Authors: David Cash, Stanislaw Jarecki, Charanjit Jutla, Hugo Krawczyk, Marcel Rosu, Michael Steiner

Abstract:

This work presents the design, analysis and implementation of the first sub-linear searchable symmetric encryption (SSE) protocol that supports conjunctive search and general Boolean queries on symmetrically-encrypted data and that scales to very large data sets and arbitrarily-structured data including free text search. To date, work in this area has focused mainly on single-keyword search. For the case of conjunctive search, prior SSE constructions required work linear in the total number of documents in the database and provided good privacy only for structured attribute-value data, rendering these solutions too slow and inflexible for large practical databases.
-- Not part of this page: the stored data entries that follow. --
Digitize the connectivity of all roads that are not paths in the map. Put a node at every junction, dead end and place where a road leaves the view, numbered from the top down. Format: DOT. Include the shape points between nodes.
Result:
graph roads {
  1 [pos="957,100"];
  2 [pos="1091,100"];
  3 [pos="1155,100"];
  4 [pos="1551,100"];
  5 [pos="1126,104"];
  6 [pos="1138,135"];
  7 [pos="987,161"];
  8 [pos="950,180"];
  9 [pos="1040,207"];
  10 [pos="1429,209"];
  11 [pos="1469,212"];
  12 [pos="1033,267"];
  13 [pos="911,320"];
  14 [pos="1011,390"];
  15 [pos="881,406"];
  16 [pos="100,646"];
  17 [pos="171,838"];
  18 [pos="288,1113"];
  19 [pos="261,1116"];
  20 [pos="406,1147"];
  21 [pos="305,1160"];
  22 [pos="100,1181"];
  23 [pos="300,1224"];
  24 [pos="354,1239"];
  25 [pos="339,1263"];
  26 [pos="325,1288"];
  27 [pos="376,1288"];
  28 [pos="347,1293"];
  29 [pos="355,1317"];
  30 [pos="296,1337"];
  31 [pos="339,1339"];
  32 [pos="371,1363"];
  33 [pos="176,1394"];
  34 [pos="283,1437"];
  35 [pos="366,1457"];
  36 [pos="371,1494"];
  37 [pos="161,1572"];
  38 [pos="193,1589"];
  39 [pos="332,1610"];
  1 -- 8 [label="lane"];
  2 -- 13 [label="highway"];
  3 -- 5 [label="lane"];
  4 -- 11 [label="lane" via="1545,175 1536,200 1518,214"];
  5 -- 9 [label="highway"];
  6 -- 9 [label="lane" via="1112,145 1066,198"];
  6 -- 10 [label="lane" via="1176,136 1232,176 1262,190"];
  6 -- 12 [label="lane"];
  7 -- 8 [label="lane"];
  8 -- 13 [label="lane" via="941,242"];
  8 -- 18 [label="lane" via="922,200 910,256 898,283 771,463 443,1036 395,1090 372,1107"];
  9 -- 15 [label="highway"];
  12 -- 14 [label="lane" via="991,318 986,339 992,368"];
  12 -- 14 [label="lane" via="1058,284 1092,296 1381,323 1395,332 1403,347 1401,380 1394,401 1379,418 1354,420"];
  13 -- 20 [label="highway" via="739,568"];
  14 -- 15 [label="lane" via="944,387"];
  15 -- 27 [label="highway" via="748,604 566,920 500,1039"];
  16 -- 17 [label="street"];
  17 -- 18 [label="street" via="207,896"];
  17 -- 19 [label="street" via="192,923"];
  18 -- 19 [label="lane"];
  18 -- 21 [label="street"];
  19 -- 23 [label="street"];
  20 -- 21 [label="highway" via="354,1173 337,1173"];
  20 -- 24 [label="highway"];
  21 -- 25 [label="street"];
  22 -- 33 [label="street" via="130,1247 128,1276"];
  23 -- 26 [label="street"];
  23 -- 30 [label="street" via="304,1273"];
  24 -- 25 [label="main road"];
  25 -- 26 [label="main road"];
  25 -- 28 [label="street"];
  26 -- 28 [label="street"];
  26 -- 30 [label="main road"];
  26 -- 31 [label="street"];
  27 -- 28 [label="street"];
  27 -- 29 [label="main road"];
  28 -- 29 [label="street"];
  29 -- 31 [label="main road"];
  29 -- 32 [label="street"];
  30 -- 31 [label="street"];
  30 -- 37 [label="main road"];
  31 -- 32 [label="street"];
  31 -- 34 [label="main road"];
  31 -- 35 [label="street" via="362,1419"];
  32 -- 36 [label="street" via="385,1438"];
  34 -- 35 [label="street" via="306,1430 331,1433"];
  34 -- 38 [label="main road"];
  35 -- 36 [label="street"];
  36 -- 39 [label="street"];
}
In contrast, our solution provides a realistic and practical trade-off between performance and privacy by efficiently supporting very large databases at the cost of moderate and well-defined leakage to the outsourced server (leakage is in the form of data access patterns, never as direct exposure of plaintext data or searched values). A key aspect of our protocols is that it allows the searcher to pivot its conjunctive search on the estimated least frequent keyword in the conjunction. We show that a Decisional Diffie-Hellman (DDH) based pseudo-random function can be used not just to implement search tokens but also to hide query access pattern of non-pivot, and hence possibly highly frequent, keywords in conjunctive queries. We present a formal cryptographic analysis of the privacy and security of our protocols and establish precise upper bounds on the allowed leakage. To demonstrate the real-world practicality of our approach, we provide performance results of a prototype applied to several large representative data sets.